- Born: c. 1966
- Occupations: trade unionist, educator

= Víctor Venegas =

Venezuelan union leader and teacher

Víctor Venegas (c. 1966) is a Venezuelan trade unionist and educator that has served as the president of the National Federation of Unions and Workers' Colleges of Venezuela (FENATEV) in Barinas and basic education professor. He was detained by the Venezuelan government for suspected crimes on 17 January 2024 and released on 11 March 2024. Human rights organisations condemned his imprisonment and have demanded his immediate release.

== Career ==
Venegas is a lawyer and has a masters in education sciences. He has dedicated at least 29 years of his career to basic education, currently being professor in the Ramón Reinoso Núñez School, in addition to serving as president of FENATEV in Barinas.

== Imprisonment ==
On 17 January 2024, while the education sector held an assembly, he was detained in Barinas by a mixed commission of security officials, through orders of Bolivarian Intelligence Service (SEBIN) and the Bolivarian National Police At the moment of arrest, Venegas was presiding over an ordinary meeting of the Federation in order to analyse the salary table. The officers raided the headquarters without identification or showing a warrant.
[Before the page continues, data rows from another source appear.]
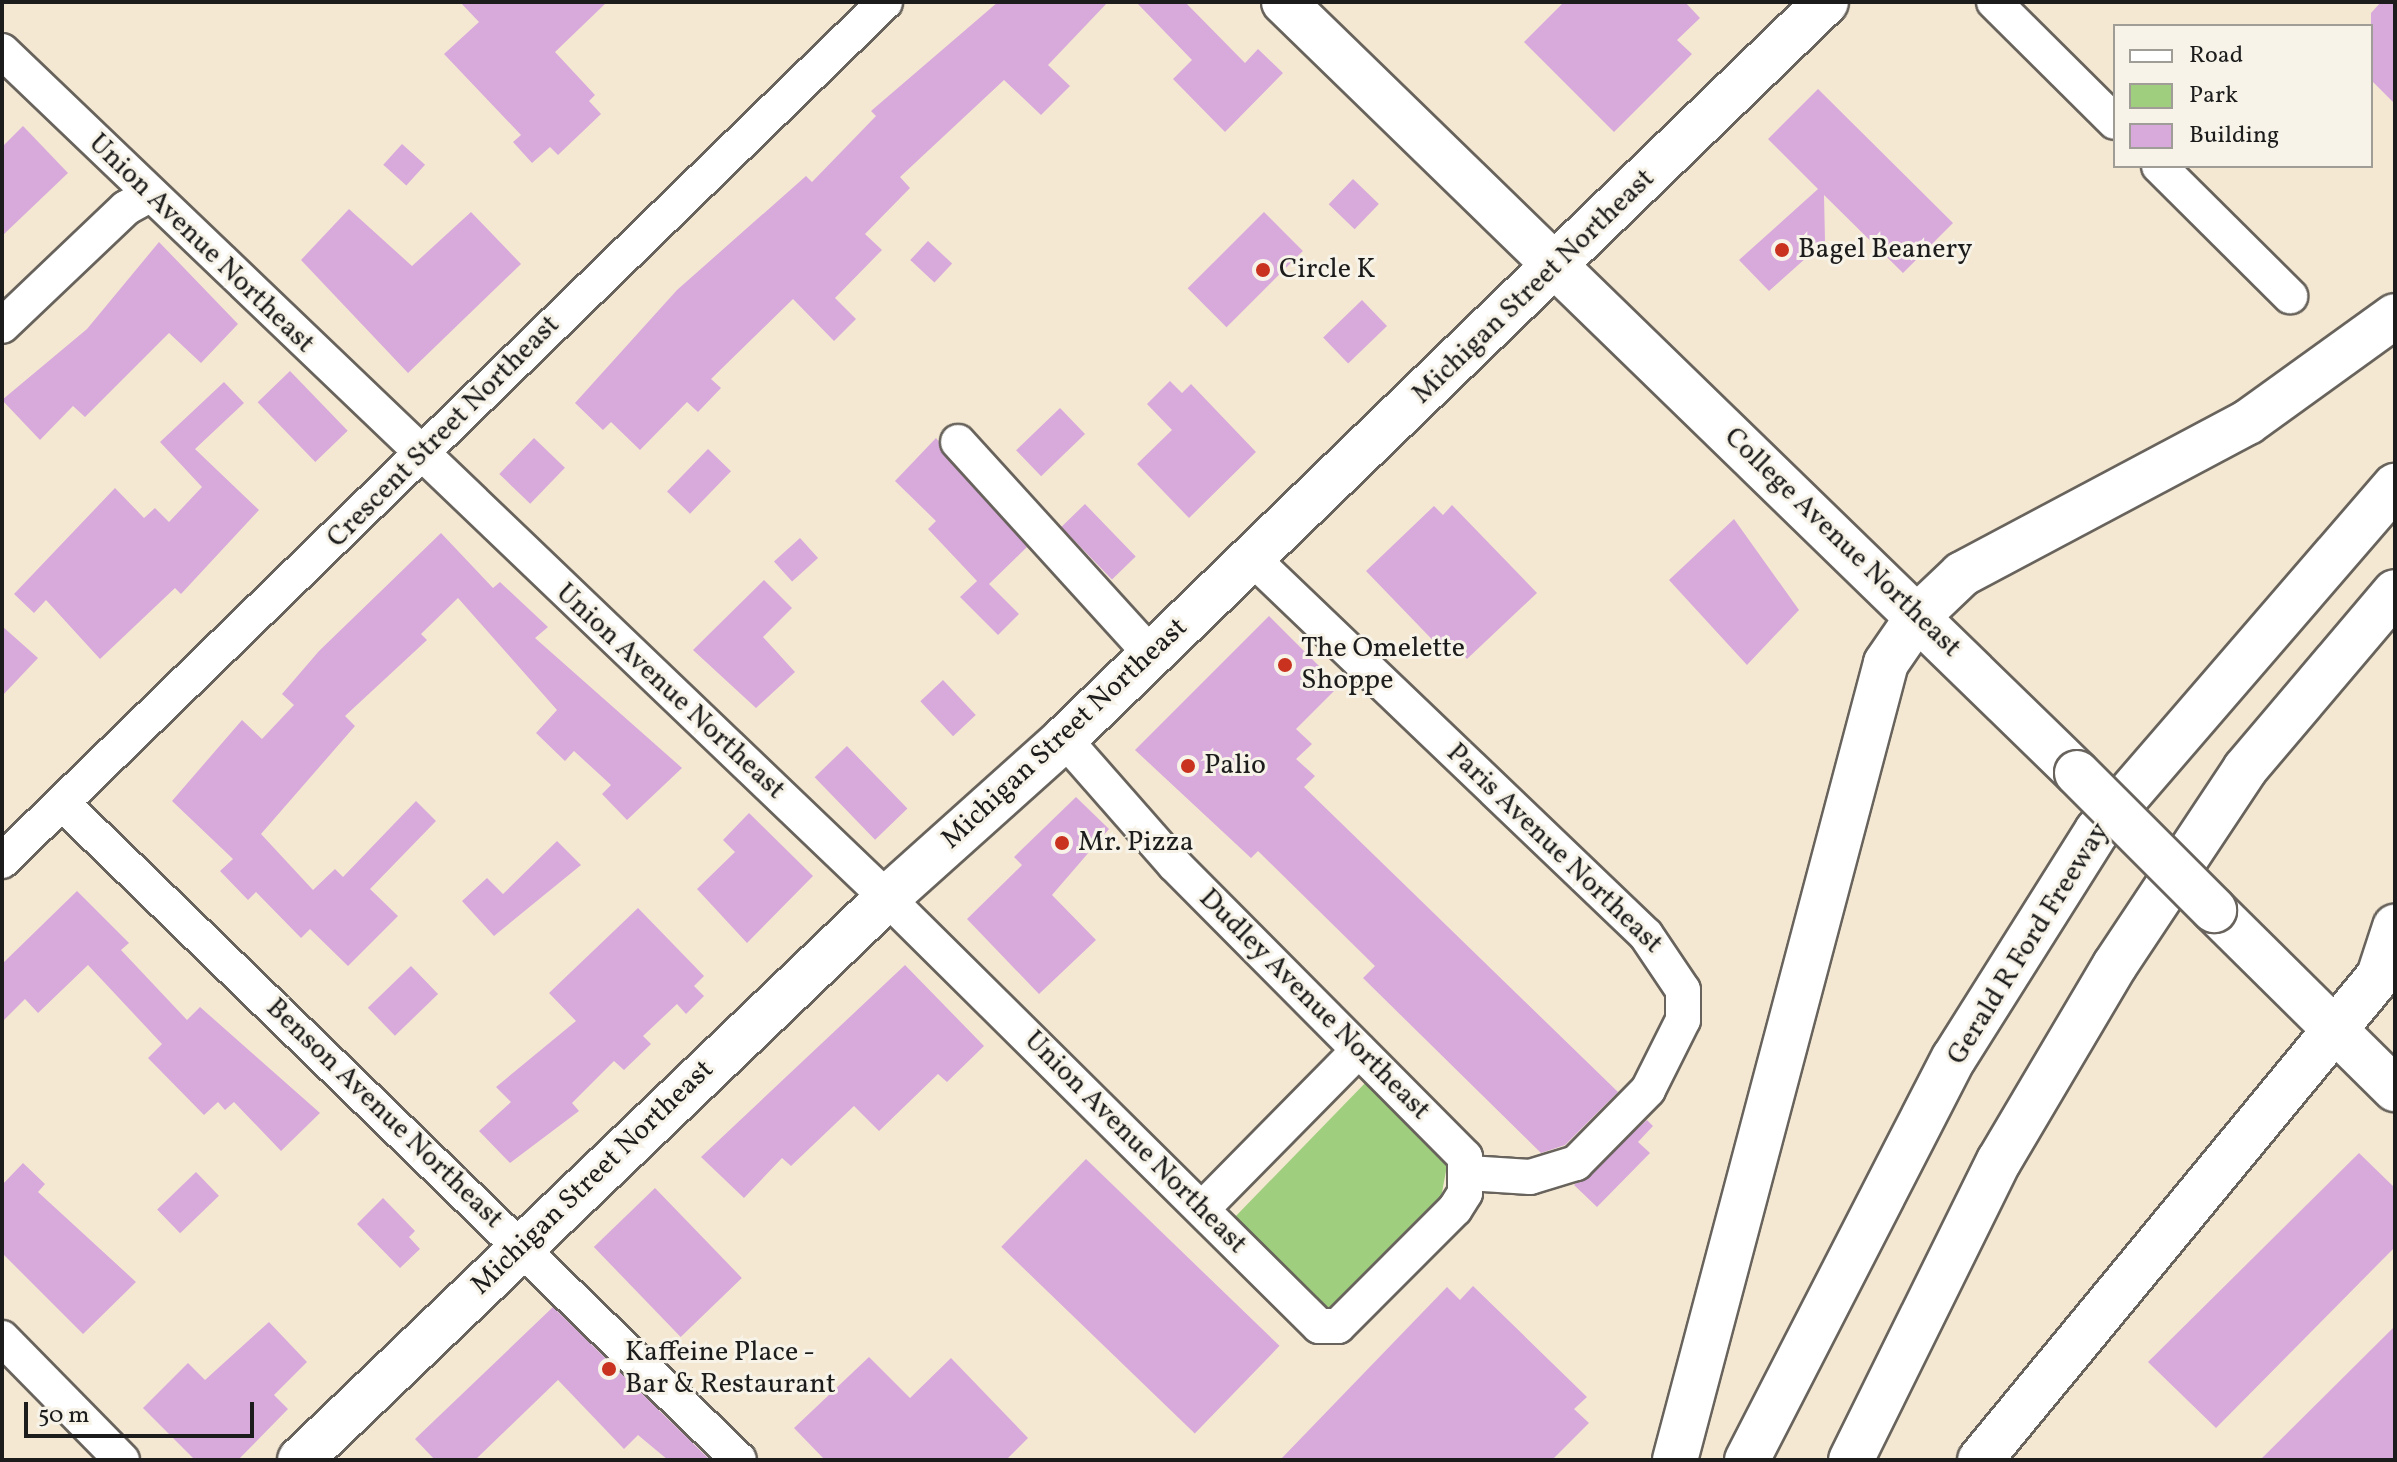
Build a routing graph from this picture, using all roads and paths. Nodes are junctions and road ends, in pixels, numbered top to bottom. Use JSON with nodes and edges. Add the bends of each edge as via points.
{"nodes":[{"id":1,"x":885,"y":2,"type":"edge"},
{"id":2,"x":1284,"y":2,"type":"edge"},
{"id":3,"x":1826,"y":2,"type":"edge"},
{"id":4,"x":1994,"y":2,"type":"edge"},
{"id":5,"x":2,"y":51,"type":"edge"},
{"id":6,"x":2113,"y":120,"type":"edge"},
{"id":7,"x":2161,"y":168,"type":"edge"},
{"id":8,"x":149,"y":195,"type":"junction"},
{"id":9,"x":1554,"y":269,"type":"junction"},
{"id":10,"x":2290,"y":296,"type":"dead end"},
{"id":11,"x":2395,"y":316,"type":"edge"},
{"id":12,"x":2,"y":326,"type":"edge"},
{"id":13,"x":958,"y":442,"type":"dead end"},
{"id":14,"x":422,"y":456,"type":"junction"},
{"id":15,"x":2395,"y":486,"type":"edge"},
{"id":16,"x":1252,"y":558,"type":"junction"},
{"id":17,"x":2395,"y":592,"type":"edge"},
{"id":18,"x":1919,"y":615,"type":"junction"},
{"id":19,"x":1152,"y":655,"type":"junction"},
{"id":20,"x":1064,"y":739,"type":"junction"},
{"id":21,"x":62,"y":803,"type":"junction"},
{"id":22,"x":2,"y":861,"type":"edge"},
{"id":23,"x":887,"y":898,"type":"junction"},
{"id":24,"x":2395,"y":927,"type":"edge"},
{"id":25,"x":2395,"y":992,"type":"edge"},
{"id":26,"x":2334,"y":1029,"type":"junction"},
{"id":27,"x":1359,"y":1050,"type":"junction"},
{"id":28,"x":2395,"y":1089,"type":"edge"},
{"id":29,"x":1468,"y":1173,"type":"junction"},
{"id":30,"x":1202,"y":1209,"type":"junction"},
{"id":31,"x":521,"y":1246,"type":"junction"},
{"id":32,"x":2,"y":1338,"type":"edge"},
{"id":33,"x":122,"y":1460,"type":"edge"},
{"id":34,"x":300,"y":1460,"type":"edge"},
{"id":35,"x":739,"y":1460,"type":"edge"},
{"id":36,"x":1675,"y":1460,"type":"edge"},
{"id":37,"x":1747,"y":1460,"type":"edge"},
{"id":38,"x":1851,"y":1460,"type":"edge"},
{"id":39,"x":1980,"y":1460,"type":"edge"}],
"edges":[{"from":1,"to":14,"type":"street","name":"Crescent Street Northeast"},
{"from":2,"to":9,"type":"main road","name":"College Avenue Northeast"},
{"from":3,"to":9,"type":"main road","name":"Michigan Street Northeast"},
{"from":4,"to":6,"type":"street"},
{"from":5,"to":8,"type":"street","name":"Union Avenue Northeast"},
{"from":7,"to":10,"type":"street"},
{"from":8,"to":12,"type":"street"},
{"from":8,"to":14,"type":"street","name":"Union Avenue Northeast"},
{"from":9,"to":16,"type":"main road","name":"Michigan Street Northeast"},
{"from":9,"to":18,"type":"main road","name":"College Avenue Northeast"},
{"from":11,"to":18,"type":"main road","via":[[2248,422],[1962,574]]},
{"from":13,"to":19,"type":"street"},
{"from":14,"to":21,"type":"street","name":"Crescent Street Northeast"},
{"from":14,"to":23,"type":"street","name":"Union Avenue Northeast"},
{"from":15,"to":37,"type":"main road","name":"Gerald R Ford Freeway","via":[[2097,831],[1954,1058]]},
{"from":16,"to":19,"type":"main road","name":"Michigan Street Northeast"},
{"from":16,"to":29,"type":"street","name":"Paris Avenue Northeast","via":[[1646,935],[1683,990],[1683,1020],[1656,1077],[1576,1163],[1530,1177]]},
{"from":17,"to":38,"type":"main road","via":[[2245,769],[2115,965],[1999,1161]]},
{"from":18,"to":26,"type":"main road","name":"College Avenue Northeast","bridge":true},
{"from":18,"to":36,"type":"main road","via":[[1886,663],[1862,734]]},
{"from":19,"to":20,"type":"main road","name":"Michigan Street Northeast"},
{"from":20,"to":23,"type":"main road","name":"Michigan Street Northeast"},
{"from":20,"to":27,"type":"street","name":"Dudley Avenue Northeast","via":[[1174,864]]},
{"from":21,"to":22,"type":"street","name":"Crescent Street Northeast"},
{"from":21,"to":31,"type":"street","name":"Benson Avenue Northeast"},
{"from":23,"to":30,"type":"street","name":"Union Avenue Northeast"},
{"from":23,"to":31,"type":"main road","name":"Michigan Street Northeast"},
{"from":24,"to":26,"type":"main road","via":[[2379,976]]},
{"from":25,"to":26,"type":"main road"},
{"from":26,"to":28,"type":"main road","name":"College Avenue Northeast"},
{"from":26,"to":39,"type":"main road"},
{"from":27,"to":29,"type":"street","name":"Dudley Avenue Northeast","via":[[1465,1157]]},
{"from":27,"to":30,"type":"street"},
{"from":29,"to":30,"type":"street","name":"Union Avenue Northeast","via":[[1455,1209],[1338,1326],[1319,1326]]},
{"from":31,"to":34,"type":"main road","name":"Michigan Street Northeast"},
{"from":31,"to":35,"type":"street","name":"Benson Avenue Northeast"},
{"from":32,"to":33,"type":"street"}]}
The operation caused damages in the Federation's offices and resulted in two wounded professors: Silvia Martínez and Flavia Franco.

Non-governmental organisations, such as the Human Rights Coalition, condemned the imprisonment of Venegas and demanded his immediate release.

== Personal life ==
Venegas is married to Iris Ángel Dávila, also a professor, with whom he has two daughters. Both daughters graduated as surgeons from Universidad Francisco de Miranda, in Falcón state.